Owing to the amount of time the rectification work took alongside how short the amount of time was left on the engine's boiler ticket, it was decided to abandon the mainline certification until after the engine's next overhaul was completed. An announcement from Didcot later on regarding the ceasing of mainline operations owing to costs and wishing to get more use of their engines, 6023 would now not be undergoing certification to run on the mainline. The only mainline journey it undertook, was to be hauled in light steam by 70013 Oliver Cromwell to a display at Old Oak Common TMD via London Paddington in August 2017. With mainline equipment no longer needed the engine was re-fitted with its original cab and later on its original height safety valve cover and chimney which also included re-fitting its original blastpipe. It made its final journey at Didcot before its boiler certificate expired on 13 September 2020.

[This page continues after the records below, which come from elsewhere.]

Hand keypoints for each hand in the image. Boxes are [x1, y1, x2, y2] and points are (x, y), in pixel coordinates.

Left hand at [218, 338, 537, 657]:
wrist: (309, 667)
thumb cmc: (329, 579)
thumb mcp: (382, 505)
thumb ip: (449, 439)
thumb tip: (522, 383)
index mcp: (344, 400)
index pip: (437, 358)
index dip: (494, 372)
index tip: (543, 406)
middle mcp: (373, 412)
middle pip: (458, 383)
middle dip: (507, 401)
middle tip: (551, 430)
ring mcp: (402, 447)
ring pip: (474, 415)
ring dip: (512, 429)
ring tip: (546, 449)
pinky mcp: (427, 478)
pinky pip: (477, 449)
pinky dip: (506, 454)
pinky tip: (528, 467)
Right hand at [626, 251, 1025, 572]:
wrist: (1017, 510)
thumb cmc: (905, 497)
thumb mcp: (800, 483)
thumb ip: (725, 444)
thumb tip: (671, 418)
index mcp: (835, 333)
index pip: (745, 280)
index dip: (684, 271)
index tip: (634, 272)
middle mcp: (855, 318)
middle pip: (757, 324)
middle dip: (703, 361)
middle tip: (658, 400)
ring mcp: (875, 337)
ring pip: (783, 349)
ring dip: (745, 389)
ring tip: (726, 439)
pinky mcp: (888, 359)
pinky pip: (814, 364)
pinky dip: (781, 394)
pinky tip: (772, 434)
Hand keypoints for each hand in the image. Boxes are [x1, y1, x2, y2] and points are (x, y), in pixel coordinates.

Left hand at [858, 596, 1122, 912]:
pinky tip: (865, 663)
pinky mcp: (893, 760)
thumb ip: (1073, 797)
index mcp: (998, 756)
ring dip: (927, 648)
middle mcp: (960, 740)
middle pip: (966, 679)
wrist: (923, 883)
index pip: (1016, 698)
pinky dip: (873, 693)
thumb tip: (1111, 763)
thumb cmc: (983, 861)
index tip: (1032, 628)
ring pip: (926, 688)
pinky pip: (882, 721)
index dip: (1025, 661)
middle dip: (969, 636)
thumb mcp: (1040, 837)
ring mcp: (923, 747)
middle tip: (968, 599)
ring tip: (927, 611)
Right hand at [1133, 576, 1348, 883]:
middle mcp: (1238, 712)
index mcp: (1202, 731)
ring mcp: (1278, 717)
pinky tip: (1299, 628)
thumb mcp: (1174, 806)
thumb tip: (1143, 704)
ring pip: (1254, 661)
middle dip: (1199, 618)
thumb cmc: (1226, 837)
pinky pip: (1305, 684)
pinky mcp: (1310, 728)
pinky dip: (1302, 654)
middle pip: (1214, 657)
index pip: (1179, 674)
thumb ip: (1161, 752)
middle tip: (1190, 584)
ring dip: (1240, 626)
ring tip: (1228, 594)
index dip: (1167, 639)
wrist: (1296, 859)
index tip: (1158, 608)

In April 2025, it was announced that while still non operational 6023 was to appear on static display at The Greatest Gathering which was taking place from Friday 1 August to Sunday 3 August 2025. The event was to take place at Derby Litchurch Lane Works and was being run as part of the rail 200 celebrations to celebrate 200 years of railways and the opening of the Stockton and Darlington Railway in 1825. During the event 6023 was placed on display inside one of the sheds alongside other locomotives including 46203 'Princess Margaret Rose' and numerous other locomotives and rolling stock.